Ordered that the order is affirmed insofar as appealed from, with costs.
The plaintiff is the owner of premises known as 117-07 Hillside Avenue, Queens, New York, and is the assignee-landlord under the terms of a lease dated November 10, 1966. The defendant, RKO Century Warner Theaters, Inc. (hereinafter RKO), is the assignee-tenant under the lease. On April 20, 1987, the plaintiff received a letter from Seamen's Bank, the first mortgagee, stating that the insurance for the premises had expired on December 11, 1986. On November 5, 1987, the plaintiff received another letter from Seamen's Bank stating that the real estate taxes on the property were unpaid.
By the terms of paragraph 3 of the lease, the tenant is required to pay real estate taxes and to furnish to the landlord proof of payment "within fifteen (15) days after written request therefor by Landlord" (emphasis supplied). Paragraph 8 of the lease provides that: "If Tenant shall at any time fail to pay any sum required to be paid by it, or to take out, pay for, or maintain any of the required insurance policies * * * then Landlord, after ten (10) days notice to Tenant * * * may (but shall be under no obligation to) pay such charge". "`Landlord'" is defined under paragraph 21 as " only the owner, or the mortgagee in possession for the time being of the land" (emphasis supplied).
By two written notices by the plaintiff landlord's attorney, on December 24, 1987 and January 7, 1988, respectively, RKO was advised of the alleged defaults in the payment of real estate taxes and insurance and requested to cure the defaults. The record reveals that the two notices to cure sent by the plaintiff were ineffectual as they were not sent by the landlord or its agent or attorney named in the lease (see, Siegel v. Kentucky Fried Chicken, 67 N.Y.2d 792). As the plaintiff failed to give proper notices "the tenant was entitled to ignore them as not in compliance with the lease provisions concerning notice" (Siegel v. Kentucky Fried Chicken supra, at 794).
In any event, the record shows that on January 22, 1988, RKO's insurance broker sent the plaintiff proof of insurance for the period from July 1, 1987 through July 1, 1988. Although the proof of insurance misstated the address, it correctly identified the theater, the plaintiff and Cineplex Odeon Corporation U.S.A. (RKO's parent company) as the insured. RKO also sent a further notice of the insurance coverage to the plaintiff on February 16, 1988, and this notice, while again misstating the address, identified the theater, Cineplex Odeon Corporation U.S.A. as the insured, the mortgagee Seamen's Bank and the plaintiff.
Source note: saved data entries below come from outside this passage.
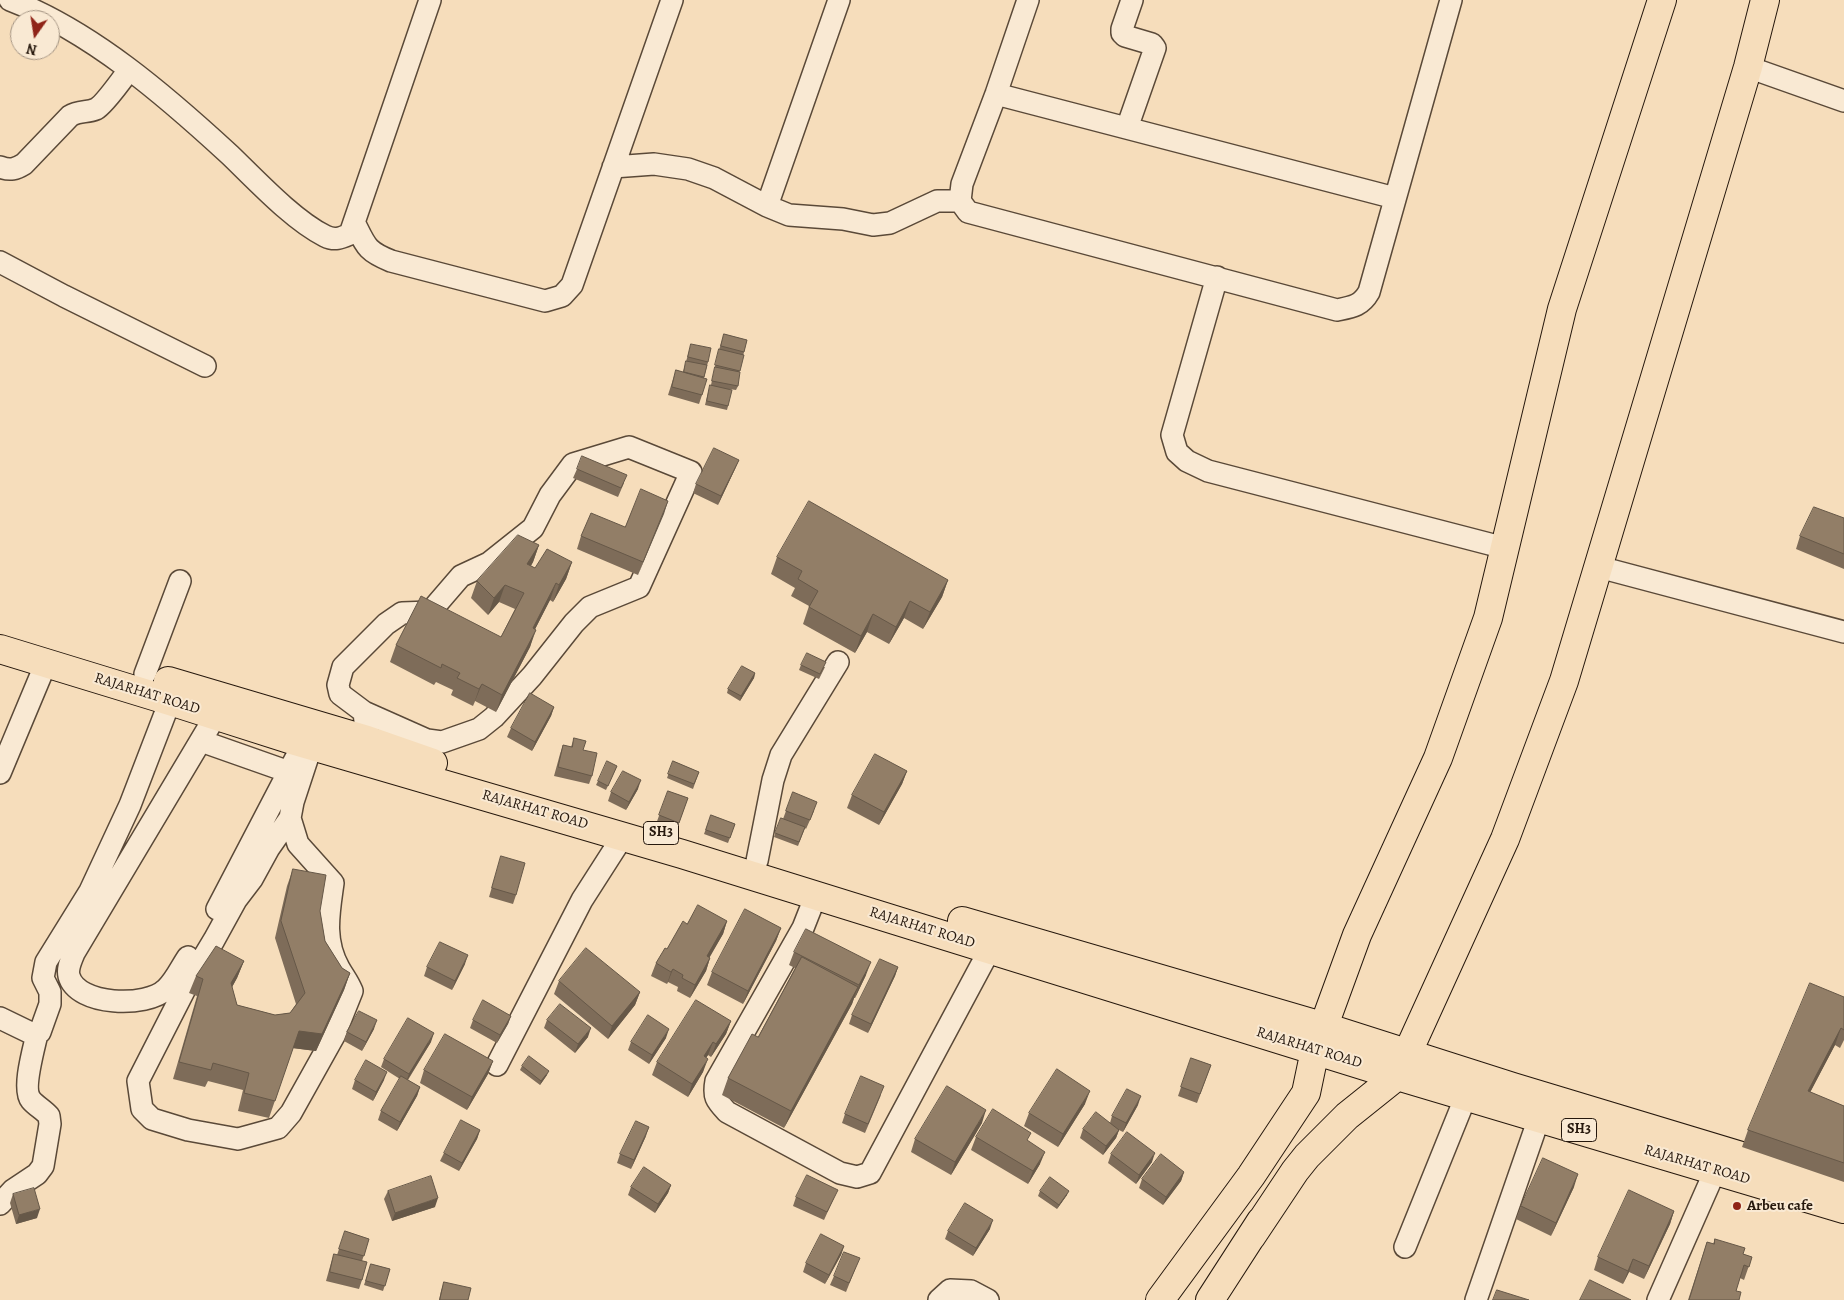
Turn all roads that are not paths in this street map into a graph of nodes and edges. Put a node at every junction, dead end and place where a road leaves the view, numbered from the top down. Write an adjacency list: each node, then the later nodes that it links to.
1 (10, 0): 11 (street)
2 (430, 0): 20 (street)
3 (672, 0): 16 (street)
4 (839, 0): 19 (street)
5 (1028, 0): 12 (street)
6 (1132, 0): 14 (street)
7 (1451, 0): 17 (street)
8 (1662, 0): 24 (main road)
9 (1764, 0): 10 (main road)
10 (1748, 67): 13 (street); 25 (main road)
11 (129, 70): 15 (street); 20 (street)
12 (996, 94): 14 (street); 18 (street)
13 (1844, 101)
14 (1127, 128): 17 (street)
15 (0, 167)
16 (613, 167): 19 (street); 20 (street)
17 (1394, 198): 22 (street)
18 (960, 201): 19 (street); 22 (street)
19 (767, 206)
20 (354, 222)
21 (0, 262): 23 (street)
22 (1217, 277): 24 (street)
23 (205, 366)
24 (1505, 548): 49 (main road)
25 (1599, 566): 28 (street); 51 (main road)
26 (180, 581): 32 (street)
27 (0, 629): 32 (main road, RAJARHAT ROAD / SH3)
28 (1844, 632)
29 (0, 649): 31 (main road, RAJARHAT ROAD / SH3)
30 (838, 662): 44 (street)
31 (46, 663): 33 (main road, RAJARHAT ROAD / SH3); 41 (street)
32 (145, 674): 36 (main road, RAJARHAT ROAD / SH3)
33 (170, 701): 35 (main road, RAJARHAT ROAD / SH3); 48 (street)
34 (364, 712): 37 (street); 39 (street); 39 (street)
35 (216, 715): 36 (main road, RAJARHAT ROAD / SH3); 38 (street)
36 (311, 738): 37 (main road, RAJARHAT ROAD / SH3); 40 (street); 42 (street); 43 (main road, RAJARHAT ROAD / SH3)
37 (368, 740): 39 (main road, RAJARHAT ROAD / SH3)
38 (201, 741): 40 (street); 40 (street)
39 (424, 749): 44 (main road, RAJARHAT ROAD / SH3)
40 (289, 772)
41 (0, 773)
42 (290, 818): 42 (street)
43 (623, 836): 45 (main road, RAJARHAT ROAD / SH3); 50 (street)
44 (757, 861): 49 (main road, RAJARHAT ROAD / SH3)
45 (816, 895): 46 (main road, RAJARHAT ROAD / SH3); 46 (street)
46 (990, 949): 49 (main road, RAJARHAT ROAD / SH3)
47 (0, 1018): 48 (street)
48 (37, 1034): 56 (street)
49 (1320, 1039): 51 (main road, RAJARHAT ROAD / SH3); 61 (main road)
50 (497, 1065)
51 (1403, 1065): 52 (main road, RAJARHAT ROAD / SH3); 55 (main road, RAJARHAT ROAD / SH3); 62 (main road)
52 (1466, 1096): 53 (main road, RAJARHAT ROAD / SH3); 58 (street)
53 (1539, 1118): 54 (main road, RAJARHAT ROAD / SH3); 63 (street)
54 (1715, 1170): 57 (main road, RAJARHAT ROAD / SH3); 64 (street)
55 (1844, 1187)
56 (0, 1204)
57 (1844, 1208)
58 (1406, 1247)
59 (939, 1300): 60 (street)
60 (988, 1300)
61 (1160, 1300)
62 (1210, 1300)
63 (1476, 1300)
64 (1658, 1300)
As the plaintiff failed to offer any proof that the subject premises was not insured at any time, the court properly granted summary judgment to the defendant RKO on the issue of the insurance premiums.
We further note that, although the plaintiff submitted an invoice totaling $24,049.11 to support the assertion in the complaint that it was forced to procure additional insurance by virtue of RKO's breach of the lease, this invoice failed to specify what property was covered or that the plaintiff procured this insurance for the subject premises.
As to the real estate taxes claimed to be owing, the record reflects payment by RKO on January 27, 1988 of the sum of $6,290 which was applied to the period from July 1, 1987 through January 1, 1988. Since the complaint sought payment of the same sum of $6,290 for this same period, and RKO furnished documentary evidence that it had paid the taxes for this period, summary judgment was also properly granted to RKO on this issue.
We make no determination in this action as to the tax payment made by the plaintiff in the sum of $6,957.23. Kunzeman, J.P., Eiber, Kooper and Spatt, JJ., concur.